Task to complete:
Your answer consists of the lines in the data that contain "Sumter". Copy each of them.

[[ Supplied entries, beginning ]]

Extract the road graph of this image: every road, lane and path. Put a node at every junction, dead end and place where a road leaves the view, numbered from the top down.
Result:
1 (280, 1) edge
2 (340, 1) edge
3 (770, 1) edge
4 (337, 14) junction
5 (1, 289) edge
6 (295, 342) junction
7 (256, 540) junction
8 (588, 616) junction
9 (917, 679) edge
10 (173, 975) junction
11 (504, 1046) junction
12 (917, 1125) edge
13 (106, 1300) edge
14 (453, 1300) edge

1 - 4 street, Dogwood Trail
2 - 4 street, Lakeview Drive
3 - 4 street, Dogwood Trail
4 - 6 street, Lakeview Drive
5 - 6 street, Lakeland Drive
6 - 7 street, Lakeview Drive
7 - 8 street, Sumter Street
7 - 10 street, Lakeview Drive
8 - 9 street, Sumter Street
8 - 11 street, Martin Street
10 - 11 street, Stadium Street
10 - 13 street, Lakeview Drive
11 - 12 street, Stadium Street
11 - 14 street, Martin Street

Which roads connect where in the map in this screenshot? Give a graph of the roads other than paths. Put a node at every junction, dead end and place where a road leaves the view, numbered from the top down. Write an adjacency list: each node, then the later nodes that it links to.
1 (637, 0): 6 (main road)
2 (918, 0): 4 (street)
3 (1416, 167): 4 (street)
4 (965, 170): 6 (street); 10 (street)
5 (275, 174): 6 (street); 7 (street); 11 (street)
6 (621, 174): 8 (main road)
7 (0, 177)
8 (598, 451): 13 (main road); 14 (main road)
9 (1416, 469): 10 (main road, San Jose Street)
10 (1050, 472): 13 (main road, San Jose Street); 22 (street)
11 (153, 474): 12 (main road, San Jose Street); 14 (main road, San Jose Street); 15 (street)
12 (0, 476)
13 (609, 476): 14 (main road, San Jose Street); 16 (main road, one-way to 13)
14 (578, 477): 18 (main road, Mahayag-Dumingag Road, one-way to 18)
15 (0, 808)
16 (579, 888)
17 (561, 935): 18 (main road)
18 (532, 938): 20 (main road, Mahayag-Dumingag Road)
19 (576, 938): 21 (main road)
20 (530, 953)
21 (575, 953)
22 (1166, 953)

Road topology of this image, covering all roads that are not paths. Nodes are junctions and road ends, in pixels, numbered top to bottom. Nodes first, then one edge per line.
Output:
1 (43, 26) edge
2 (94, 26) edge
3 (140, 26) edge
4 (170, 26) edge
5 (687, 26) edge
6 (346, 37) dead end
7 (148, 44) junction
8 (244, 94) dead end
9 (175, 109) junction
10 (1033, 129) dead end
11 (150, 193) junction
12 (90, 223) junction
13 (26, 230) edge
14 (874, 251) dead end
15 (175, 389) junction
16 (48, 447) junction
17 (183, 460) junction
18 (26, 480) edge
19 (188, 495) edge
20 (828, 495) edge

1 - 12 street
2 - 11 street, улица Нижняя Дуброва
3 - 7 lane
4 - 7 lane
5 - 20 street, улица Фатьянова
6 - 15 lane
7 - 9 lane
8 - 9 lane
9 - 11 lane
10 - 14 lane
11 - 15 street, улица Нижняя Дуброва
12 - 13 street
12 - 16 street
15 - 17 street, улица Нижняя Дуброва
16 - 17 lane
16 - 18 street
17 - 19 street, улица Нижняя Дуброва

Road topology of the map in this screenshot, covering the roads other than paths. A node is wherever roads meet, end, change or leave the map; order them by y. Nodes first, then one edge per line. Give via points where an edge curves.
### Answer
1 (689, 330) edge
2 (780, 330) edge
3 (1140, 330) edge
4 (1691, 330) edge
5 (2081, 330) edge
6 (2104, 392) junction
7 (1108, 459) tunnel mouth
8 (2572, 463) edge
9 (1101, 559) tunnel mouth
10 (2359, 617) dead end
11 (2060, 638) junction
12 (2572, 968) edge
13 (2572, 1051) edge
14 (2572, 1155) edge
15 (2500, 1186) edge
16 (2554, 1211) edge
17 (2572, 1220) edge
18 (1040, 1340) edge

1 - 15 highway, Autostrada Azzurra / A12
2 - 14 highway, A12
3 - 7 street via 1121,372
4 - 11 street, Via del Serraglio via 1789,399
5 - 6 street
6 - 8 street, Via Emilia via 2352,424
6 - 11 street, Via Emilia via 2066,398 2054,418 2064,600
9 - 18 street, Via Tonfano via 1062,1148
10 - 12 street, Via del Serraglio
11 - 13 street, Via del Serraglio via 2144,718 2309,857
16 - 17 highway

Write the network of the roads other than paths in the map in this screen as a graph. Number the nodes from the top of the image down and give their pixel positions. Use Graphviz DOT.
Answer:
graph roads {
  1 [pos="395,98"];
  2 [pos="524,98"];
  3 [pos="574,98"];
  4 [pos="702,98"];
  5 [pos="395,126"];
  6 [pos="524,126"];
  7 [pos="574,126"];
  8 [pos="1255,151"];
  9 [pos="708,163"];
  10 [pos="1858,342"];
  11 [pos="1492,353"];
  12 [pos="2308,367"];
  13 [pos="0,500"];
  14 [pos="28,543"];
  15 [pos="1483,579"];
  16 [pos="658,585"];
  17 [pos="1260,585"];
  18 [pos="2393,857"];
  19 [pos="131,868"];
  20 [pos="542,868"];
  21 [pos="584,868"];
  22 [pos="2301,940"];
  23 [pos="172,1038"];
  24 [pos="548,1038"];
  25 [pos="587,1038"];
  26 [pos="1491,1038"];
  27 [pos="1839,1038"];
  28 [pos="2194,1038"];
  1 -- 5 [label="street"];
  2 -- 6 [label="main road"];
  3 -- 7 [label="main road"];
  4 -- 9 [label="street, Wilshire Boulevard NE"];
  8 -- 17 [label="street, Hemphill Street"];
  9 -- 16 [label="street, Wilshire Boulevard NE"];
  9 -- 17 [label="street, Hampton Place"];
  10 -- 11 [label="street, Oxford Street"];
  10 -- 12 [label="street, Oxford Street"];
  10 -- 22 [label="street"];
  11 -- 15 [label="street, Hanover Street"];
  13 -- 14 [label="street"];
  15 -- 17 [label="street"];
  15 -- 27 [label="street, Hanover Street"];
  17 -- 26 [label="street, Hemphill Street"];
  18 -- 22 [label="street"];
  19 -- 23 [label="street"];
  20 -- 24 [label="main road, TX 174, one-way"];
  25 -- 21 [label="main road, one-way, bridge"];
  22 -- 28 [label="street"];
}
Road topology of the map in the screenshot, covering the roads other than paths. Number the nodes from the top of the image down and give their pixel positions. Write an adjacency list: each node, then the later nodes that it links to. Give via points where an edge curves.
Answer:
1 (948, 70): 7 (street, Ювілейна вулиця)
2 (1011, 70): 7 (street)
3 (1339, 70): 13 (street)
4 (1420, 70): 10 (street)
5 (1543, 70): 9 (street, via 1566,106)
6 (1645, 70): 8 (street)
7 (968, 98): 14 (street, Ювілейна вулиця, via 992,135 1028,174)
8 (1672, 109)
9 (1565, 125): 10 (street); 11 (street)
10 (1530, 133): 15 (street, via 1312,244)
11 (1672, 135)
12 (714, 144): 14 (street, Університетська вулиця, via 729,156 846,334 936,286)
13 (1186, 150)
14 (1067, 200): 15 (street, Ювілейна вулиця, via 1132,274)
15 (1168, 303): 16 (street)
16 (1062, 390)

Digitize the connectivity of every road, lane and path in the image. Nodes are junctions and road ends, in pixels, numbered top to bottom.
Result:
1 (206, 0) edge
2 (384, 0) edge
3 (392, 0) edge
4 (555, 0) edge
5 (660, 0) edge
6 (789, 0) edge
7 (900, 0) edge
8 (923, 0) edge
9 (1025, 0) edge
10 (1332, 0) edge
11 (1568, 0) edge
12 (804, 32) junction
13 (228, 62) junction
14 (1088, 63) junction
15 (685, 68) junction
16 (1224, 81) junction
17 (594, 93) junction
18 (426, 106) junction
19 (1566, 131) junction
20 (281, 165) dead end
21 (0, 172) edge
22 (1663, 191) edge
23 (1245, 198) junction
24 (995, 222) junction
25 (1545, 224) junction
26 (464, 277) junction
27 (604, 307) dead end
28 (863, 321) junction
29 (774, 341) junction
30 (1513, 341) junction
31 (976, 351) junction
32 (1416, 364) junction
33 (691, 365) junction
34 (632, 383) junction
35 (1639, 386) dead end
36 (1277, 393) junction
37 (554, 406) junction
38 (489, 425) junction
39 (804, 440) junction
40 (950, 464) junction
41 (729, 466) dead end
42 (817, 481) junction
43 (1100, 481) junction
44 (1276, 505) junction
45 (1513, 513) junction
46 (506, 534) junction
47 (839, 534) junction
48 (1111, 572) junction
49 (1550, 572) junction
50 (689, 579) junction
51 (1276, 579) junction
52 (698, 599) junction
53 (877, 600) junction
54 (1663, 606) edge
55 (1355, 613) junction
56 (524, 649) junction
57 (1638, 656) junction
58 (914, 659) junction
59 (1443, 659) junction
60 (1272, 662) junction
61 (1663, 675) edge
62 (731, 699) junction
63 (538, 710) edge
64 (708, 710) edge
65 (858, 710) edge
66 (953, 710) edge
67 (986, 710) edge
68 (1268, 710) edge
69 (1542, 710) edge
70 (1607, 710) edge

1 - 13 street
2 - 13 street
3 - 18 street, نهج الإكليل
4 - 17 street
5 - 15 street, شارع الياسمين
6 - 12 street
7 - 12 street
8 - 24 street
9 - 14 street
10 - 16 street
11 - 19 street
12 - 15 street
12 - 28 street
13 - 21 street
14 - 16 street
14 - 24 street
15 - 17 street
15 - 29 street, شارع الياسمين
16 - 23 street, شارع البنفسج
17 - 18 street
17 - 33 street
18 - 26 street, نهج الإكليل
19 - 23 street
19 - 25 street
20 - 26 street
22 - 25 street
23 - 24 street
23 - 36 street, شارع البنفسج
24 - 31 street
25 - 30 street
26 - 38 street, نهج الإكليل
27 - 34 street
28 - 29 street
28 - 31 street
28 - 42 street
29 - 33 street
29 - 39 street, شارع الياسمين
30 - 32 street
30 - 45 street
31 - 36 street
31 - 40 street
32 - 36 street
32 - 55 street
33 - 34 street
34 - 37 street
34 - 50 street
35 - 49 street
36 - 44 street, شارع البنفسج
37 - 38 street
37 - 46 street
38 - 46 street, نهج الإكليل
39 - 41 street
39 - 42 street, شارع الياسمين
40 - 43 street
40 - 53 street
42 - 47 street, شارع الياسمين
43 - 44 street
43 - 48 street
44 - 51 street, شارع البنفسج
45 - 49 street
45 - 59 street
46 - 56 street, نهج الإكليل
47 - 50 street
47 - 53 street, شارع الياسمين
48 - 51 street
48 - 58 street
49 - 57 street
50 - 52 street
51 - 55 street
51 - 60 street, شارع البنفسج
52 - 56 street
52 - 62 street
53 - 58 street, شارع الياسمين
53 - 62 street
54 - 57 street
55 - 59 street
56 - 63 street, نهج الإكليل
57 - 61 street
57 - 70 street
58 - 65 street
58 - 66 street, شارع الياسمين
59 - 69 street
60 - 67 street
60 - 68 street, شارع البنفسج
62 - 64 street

[[ Supplied entries, end ]]

Task result:
7 - 8 street, Sumter Street
8 - 9 street, Sumter Street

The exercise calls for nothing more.